In this blog post im going to explore metaballs and how we can draw them using the marching squares algorithm. You have probably seen metaballs in one form or another whether it be in software, animations or games. It is a very cool visual effect that resembles many bubbles joining and splitting off from each other, which makes for awesome wallpapers or lava lamp visuals as well as many other applications in games and software.
Below is the final implementation of the metaballs using the method in this blog post, this is where we are headed.
Defining a metaball
Now in order to implement these we must define what the metaball actually is. The metaball is a point on a 2D grid, it has a certain strength value (you can think of it as a radius of some sort) and its x and y coordinates.

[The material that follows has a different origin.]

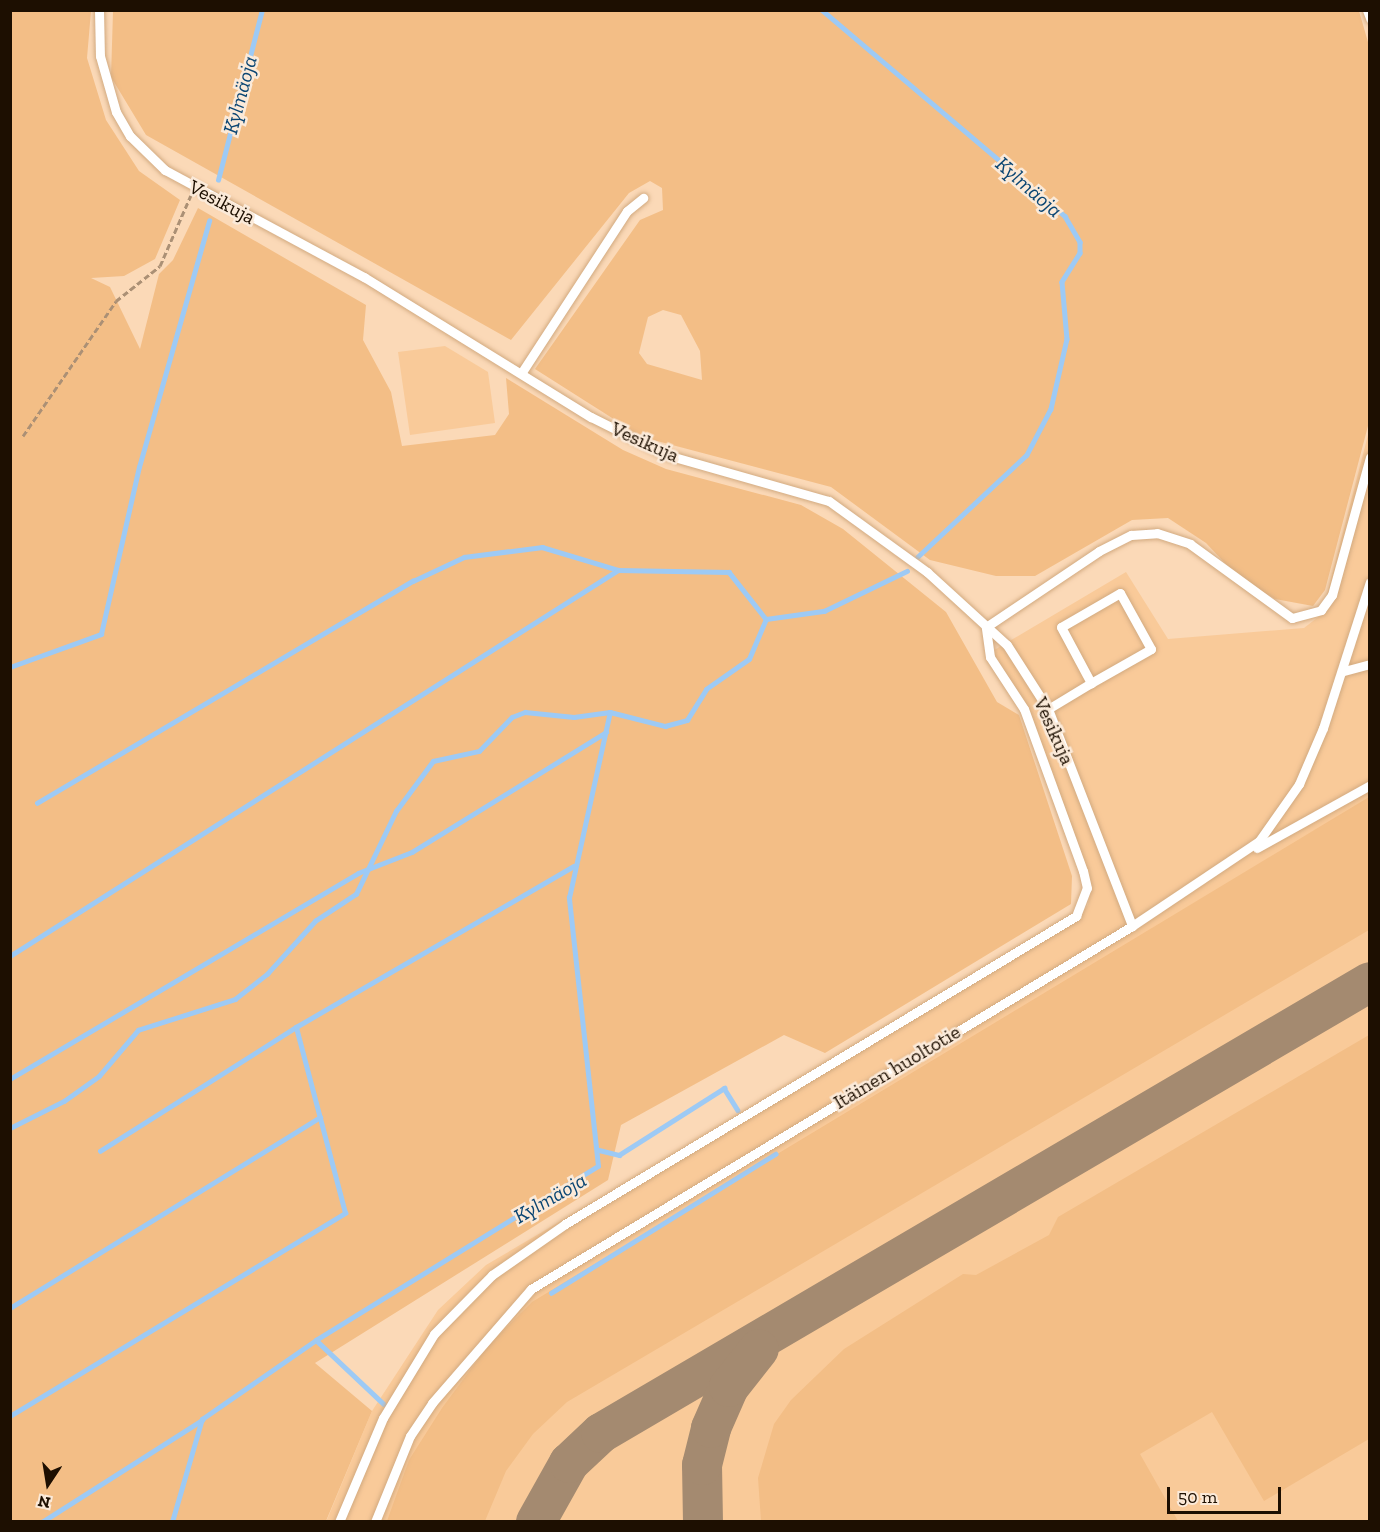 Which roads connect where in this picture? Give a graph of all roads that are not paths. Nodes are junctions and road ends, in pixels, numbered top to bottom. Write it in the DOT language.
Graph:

We can start with the equation of a circle
\[(x - x_0)^2 + (y - y_0)^2 = r^2\]Where \((x_0, y_0)\) is the center of the circle and r is the radius. We can rearrange the values to get the equation in another form
\[1 = \frac{r^2}{(x - x_0)^2 + (y - y_0)^2}\]This equation tells us that when the the value of the function is greater than one, it lies inside the circle, and when it is less than one it lies outside as it is only 1 exactly inside the circle.
However, to get the signature bubble feel from the metaball we take the sum of all these functions for each point
\[f(x, y) = \sum_{i=1}^{n} \frac{r_i^2}{(x - x_i)^2 + (y - y_i)^2}\]Where n is the number of metaballs in the scene.
Here is how we could implement this in code (taking the sum of all the inverse distances to each metaball):
calculateValueAtPoint(x, y):
sum = 0
for each metaball in metaballs:
dx = x - metaball.x
dy = y - metaball.y
sum += metaball.strength / (dx*dx + dy*dy)
return sum
This gives us the value of each metaball at a point if we iterate over all x and y coordinates, now we just have to visualize this in our code.
We can visualize this on desmos, check out the interactive example below.
You can move the points around by clicking and dragging
As you move around the sliders for the x1, x2, y1, and y2 positions you will see that the line drawn when the the points are equal to 1 changes smoothly.
Drawing metaballs
So how do we actually render these metaballs in a program? We have a function that we want to plot points if the value is equal to 1.
First Approach: Checking each pixel
The first approach that comes to mind would be to iterate over every pixel and use the calculateValueAtPoint(x,y) function to determine if the pixel is equal 1 or not. If it is equal 1 then we can color that pixel in. This doesn’t work in practice however because the value usually never sums up to 1 exactly, so we define a threshold around 1 to check if the pixel is colored in.
Heres some psuedo code as to how you would implement this
for each pixel in the screen:
value = calculateValueAtPoint(pixel.x, pixel.y)
if value > 0.9 and value < 1.1:
colorPixel(pixel)
Here is the actual implementation in C++ which is given the start pixel index and the end pixel index (if your pixel is the last one then it would be width * height).
// Calculating the value of each pixel using a 2D array
void calculatePowerThread(int start, int end){
for (int i = start; i <= end; i++){
int x = convertArrX(i);
int y = convertArrY(i);
float xPos = x - 0.5;
float yPos = y - 0.5;
for(int i = 0; i < metaBalls.size(); i++){
sums[x][y] += metaBalls[i].scale/(length(metaBalls[i].x, metaBalls[i].y, x, y));
}
}
}
void drawAllPixels(){
// Drawing the pixels (found inside the main draw loop)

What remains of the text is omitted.